→ Work instruction: Give back every record exactly.

→ Dataset entries:
────────────────────────────────────────
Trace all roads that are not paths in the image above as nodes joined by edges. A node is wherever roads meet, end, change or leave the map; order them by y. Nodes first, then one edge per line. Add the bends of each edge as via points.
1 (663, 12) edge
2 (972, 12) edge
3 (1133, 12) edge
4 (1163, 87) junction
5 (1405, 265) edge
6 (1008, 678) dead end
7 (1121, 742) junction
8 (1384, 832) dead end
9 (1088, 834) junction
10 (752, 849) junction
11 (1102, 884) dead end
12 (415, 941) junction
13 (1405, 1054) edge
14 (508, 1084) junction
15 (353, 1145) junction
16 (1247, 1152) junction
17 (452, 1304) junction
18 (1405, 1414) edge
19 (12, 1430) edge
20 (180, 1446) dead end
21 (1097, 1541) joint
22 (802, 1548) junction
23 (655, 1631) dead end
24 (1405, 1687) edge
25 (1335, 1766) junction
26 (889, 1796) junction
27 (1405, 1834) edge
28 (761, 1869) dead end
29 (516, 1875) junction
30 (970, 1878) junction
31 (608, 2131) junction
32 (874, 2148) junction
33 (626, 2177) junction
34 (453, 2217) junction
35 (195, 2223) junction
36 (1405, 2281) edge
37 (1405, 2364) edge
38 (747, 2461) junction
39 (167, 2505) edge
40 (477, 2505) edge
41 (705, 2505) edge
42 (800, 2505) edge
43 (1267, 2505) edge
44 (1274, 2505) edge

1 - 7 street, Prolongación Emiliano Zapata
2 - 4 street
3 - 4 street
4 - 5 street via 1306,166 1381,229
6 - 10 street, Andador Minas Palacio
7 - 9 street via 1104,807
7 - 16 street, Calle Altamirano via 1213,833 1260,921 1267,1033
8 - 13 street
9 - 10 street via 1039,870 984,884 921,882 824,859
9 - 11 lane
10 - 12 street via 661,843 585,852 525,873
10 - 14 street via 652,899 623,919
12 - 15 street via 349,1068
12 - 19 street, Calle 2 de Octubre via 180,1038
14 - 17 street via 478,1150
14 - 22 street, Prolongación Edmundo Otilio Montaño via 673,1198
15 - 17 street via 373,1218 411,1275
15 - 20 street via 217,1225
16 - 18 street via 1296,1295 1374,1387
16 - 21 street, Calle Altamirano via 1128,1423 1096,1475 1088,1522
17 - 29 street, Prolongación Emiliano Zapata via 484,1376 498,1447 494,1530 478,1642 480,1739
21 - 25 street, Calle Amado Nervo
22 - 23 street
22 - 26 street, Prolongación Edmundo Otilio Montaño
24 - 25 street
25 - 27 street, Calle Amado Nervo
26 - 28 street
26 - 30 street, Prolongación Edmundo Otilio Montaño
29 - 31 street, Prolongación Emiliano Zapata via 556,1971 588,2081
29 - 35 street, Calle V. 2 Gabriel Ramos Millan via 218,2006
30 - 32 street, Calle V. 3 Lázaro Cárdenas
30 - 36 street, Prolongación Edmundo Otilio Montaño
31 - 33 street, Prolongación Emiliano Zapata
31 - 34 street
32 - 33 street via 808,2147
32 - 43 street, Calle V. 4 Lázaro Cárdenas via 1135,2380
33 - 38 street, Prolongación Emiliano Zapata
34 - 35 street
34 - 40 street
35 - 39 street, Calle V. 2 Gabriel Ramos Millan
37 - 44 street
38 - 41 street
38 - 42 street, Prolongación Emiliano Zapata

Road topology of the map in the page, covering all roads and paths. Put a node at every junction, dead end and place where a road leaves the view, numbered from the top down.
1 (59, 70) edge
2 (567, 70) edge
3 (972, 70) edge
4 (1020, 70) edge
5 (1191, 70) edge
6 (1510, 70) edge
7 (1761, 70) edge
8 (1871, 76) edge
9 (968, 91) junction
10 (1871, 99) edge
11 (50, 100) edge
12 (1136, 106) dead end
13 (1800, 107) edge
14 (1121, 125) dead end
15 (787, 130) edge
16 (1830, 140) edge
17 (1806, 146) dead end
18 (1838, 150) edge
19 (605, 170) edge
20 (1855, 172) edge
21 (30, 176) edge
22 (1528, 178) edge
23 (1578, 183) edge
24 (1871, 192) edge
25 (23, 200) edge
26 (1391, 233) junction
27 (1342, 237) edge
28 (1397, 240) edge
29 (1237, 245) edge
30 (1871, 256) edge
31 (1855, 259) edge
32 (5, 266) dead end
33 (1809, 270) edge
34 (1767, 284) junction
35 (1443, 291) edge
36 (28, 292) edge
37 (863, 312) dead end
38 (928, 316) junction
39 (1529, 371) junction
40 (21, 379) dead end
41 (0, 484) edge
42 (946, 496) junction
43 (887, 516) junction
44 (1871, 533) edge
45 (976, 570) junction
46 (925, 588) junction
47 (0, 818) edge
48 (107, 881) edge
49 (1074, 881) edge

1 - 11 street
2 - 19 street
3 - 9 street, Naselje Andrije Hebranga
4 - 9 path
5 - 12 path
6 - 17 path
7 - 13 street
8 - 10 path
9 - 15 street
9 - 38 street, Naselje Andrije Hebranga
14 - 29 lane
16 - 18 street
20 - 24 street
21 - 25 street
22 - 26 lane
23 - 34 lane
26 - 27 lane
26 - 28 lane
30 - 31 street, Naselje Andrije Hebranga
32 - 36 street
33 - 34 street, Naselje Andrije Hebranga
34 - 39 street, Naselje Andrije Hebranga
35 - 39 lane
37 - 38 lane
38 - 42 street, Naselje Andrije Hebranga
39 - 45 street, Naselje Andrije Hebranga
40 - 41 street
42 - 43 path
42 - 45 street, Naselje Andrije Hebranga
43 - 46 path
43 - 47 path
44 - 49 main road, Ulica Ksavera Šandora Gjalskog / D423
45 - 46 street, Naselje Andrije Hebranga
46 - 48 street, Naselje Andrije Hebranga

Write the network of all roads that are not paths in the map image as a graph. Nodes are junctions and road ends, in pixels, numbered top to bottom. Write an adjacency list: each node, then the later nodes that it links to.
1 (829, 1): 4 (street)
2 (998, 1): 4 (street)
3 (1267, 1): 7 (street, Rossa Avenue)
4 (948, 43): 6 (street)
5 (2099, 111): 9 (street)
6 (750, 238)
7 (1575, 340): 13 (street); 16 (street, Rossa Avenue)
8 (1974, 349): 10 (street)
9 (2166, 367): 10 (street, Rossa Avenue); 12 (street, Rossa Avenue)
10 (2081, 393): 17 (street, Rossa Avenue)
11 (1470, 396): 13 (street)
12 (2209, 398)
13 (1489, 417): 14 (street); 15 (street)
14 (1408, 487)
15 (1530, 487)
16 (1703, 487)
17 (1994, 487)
────────────────────────────────────────
→ Written solution:
Trace all roads that are not paths in the image above as nodes joined by edges. A node is wherever roads meet, end, change or leave the map; order them by y. Nodes first, then one edge per line. Add the bends of each edge as via points.
1 (663, 12) edge
2 (972, 12) edge
3 (1133, 12) edge
4 (1163, 87) junction
5 (1405, 265) edge
6 (1008, 678) dead end
7 (1121, 742) junction
8 (1384, 832) dead end
9 (1088, 834) junction
10 (752, 849) junction
11 (1102, 884) dead end
12 (415, 941) junction
13 (1405, 1054) edge
14 (508, 1084) junction
15 (353, 1145) junction
16 (1247, 1152) junction
17 (452, 1304) junction
18 (1405, 1414) edge
19 (12, 1430) edge
20 (180, 1446) dead end
21 (1097, 1541) joint
22 (802, 1548) junction
23 (655, 1631) dead end
24 (1405, 1687) edge
25 (1335, 1766) junction
26 (889, 1796) junction
27 (1405, 1834) edge
28 (761, 1869) dead end
29 (516, 1875) junction
30 (970, 1878) junction
31 (608, 2131) junction
32 (874, 2148) junction
33 (626, 2177) junction
34 (453, 2217) junction
35 (195, 2223) junction
36 (1405, 2281) edge
37 (1405, 2364) edge
38 (747, 2461) junction
39 (167, 2505) edge
40 (477, 2505) edge
41 (705, 2505) edge
42 (800, 2505) edge
43 (1267, 2505) edge
44 (1274, 2505) edge

1 - 7 street, Prolongación Emiliano Zapata
2 - 4 street
3 - 4 street
4 - 5 street via 1306,166 1381,229
6 - 10 street, Andador Minas Palacio
7 - 9 street via 1104,807
7 - 16 street, Calle Altamirano via 1213,833 1260,921 1267,1033
8 - 13 street
9 - 10 street via 1039,870 984,884 921,882 824,859
9 - 11 lane
10 - 12 street via 661,843 585,852 525,873
10 - 14 street via 652,899 623,919
12 - 15 street via 349,1068
12 - 19 street, Calle 2 de Octubre via 180,1038
14 - 17 street via 478,1150
14 - 22 street, Prolongación Edmundo Otilio Montaño via 673,1198
15 - 17 street via 373,1218 411,1275
15 - 20 street via 217,1225
16 - 18 street via 1296,1295 1374,1387
16 - 21 street, Calle Altamirano via 1128,1423 1096,1475 1088,1522
17 - 29 street, Prolongación Emiliano Zapata via 484,1376 498,1447 494,1530 478,1642 480,1739
21 - 25 street, Calle Amado Nervo
22 - 23 street
22 - 26 street, Prolongación Edmundo Otilio Montaño
24 - 25 street
25 - 27 street, Calle Amado Nervo
26 - 28 street
26 - 30 street, Prolongación Edmundo Otilio Montaño
29 - 31 street, Prolongación Emiliano Zapata via 556,1971 588,2081
29 - 35 street, Calle V. 2 Gabriel Ramos Millan via 218,2006
30 - 32 street, Calle V. 3 Lázaro Cárdenas
30 - 36 street, Prolongación Edmundo Otilio Montaño
31 - 33 street, Prolongación Emiliano Zapata
31 - 34 street
32 - 33 street via 808,2147
32 - 43 street, Calle V. 4 Lázaro Cárdenas via 1135,2380
33 - 38 street, Prolongación Emiliano Zapata
34 - 35 street
34 - 40 street
35 - 39 street, Calle V. 2 Gabriel Ramos Millan
37 - 44 street
38 - 41 street
38 - 42 street, Prolongación Emiliano Zapata

Road topology of the map in the page, covering all roads and paths. Put a node at every junction, dead end and place where a road leaves the view, numbered from the top down.
1 (59, 70) edge
2 (567, 70) edge
3 (972, 70) edge
4 (1020, 70) edge
5 (1191, 70) edge
6 (1510, 70) edge
7 (1761, 70) edge
8 (1871, 76) edge
9 (968, 91) junction
10 (1871, 99) edge
11 (50, 100) edge
12 (1136, 106) dead end
13 (1800, 107) edge
14 (1121, 125) dead end
15 (787, 130) edge
16 (1830, 140) edge
17 (1806, 146) dead end
18 (1838, 150) edge
19 (605, 170) edge
20 (1855, 172) edge
21 (30, 176) edge
22 (1528, 178) edge
23 (1578, 183) edge
24 (1871, 192) edge
25 (23, 200) edge
26 (1391, 233) junction
27 (1342, 237) edge
28 (1397, 240) edge
29 (1237, 245) edge
30 (1871, 256) edge
31 (1855, 259) edge
32 (5, 266) dead end
33 (1809, 270) edge
34 (1767, 284) junction
35 (1443, 291) edge
36 (28, 292) edge
37 (863, 312) dead end
38 (928, 316) junction
39 (1529, 371) junction
40 (21, 379) dead end
41 (0, 484) edge
42 (946, 496) junction
43 (887, 516) junction
44 (1871, 533) edge
45 (976, 570) junction
46 (925, 588) junction
47 (0, 818) edge
48 (107, 881) edge
49 (1074, 881) edge

1 - 11 street
2 - 19 street
3 - 9 street, Naselje Andrije Hebranga
4 - 9 path
5 - 12 path
6 - 17 path
7 - 13 street
8 - 10 path
9 - 15 street
9 - 38 street, Naselje Andrije Hebranga
14 - 29 lane
16 - 18 street
20 - 24 street
21 - 25 street
22 - 26 lane
23 - 34 lane
26 - 27 lane
26 - 28 lane
30 - 31 street, Naselje Andrije Hebranga
32 - 36 street
33 - 34 street, Naselje Andrije Hebranga
34 - 39 street, Naselje Andrije Hebranga
35 - 39 lane
37 - 38 lane
38 - 42 street, Naselje Andrije Hebranga
39 - 45 street, Naselje Andrije Hebranga
40 - 41 street
42 - 43 path
42 - 45 street, Naselje Andrije Hebranga
43 - 46 path
43 - 47 path
44 - 49 main road, Ulica Ksavera Šandora Gjalskog / D423
45 - 46 street, Naselje Andrije Hebranga
46 - 48 street, Naselje Andrije Hebranga

Write the network of all roads that are not paths in the map image as a graph. Nodes are junctions and road ends, in pixels, numbered top to bottom. Write an adjacency list: each node, then the later nodes that it links to.
1 (829, 1): 4 (street)
2 (998, 1): 4 (street)
3 (1267, 1): 7 (street, Rossa Avenue)
4 (948, 43): 6 (street)
5 (2099, 111): 9 (street)
6 (750, 238)
7 (1575, 340): 13 (street); 16 (street, Rossa Avenue)
8 (1974, 349): 10 (street)
9 (2166, 367): 10 (street, Rossa Avenue); 12 (street, Rossa Avenue)
10 (2081, 393): 17 (street, Rossa Avenue)
11 (1470, 396): 13 (street)
12 (2209, 398)
13 (1489, 417): 14 (street); 15 (street)
14 (1408, 487)
15 (1530, 487)
16 (1703, 487)
17 (1994, 487)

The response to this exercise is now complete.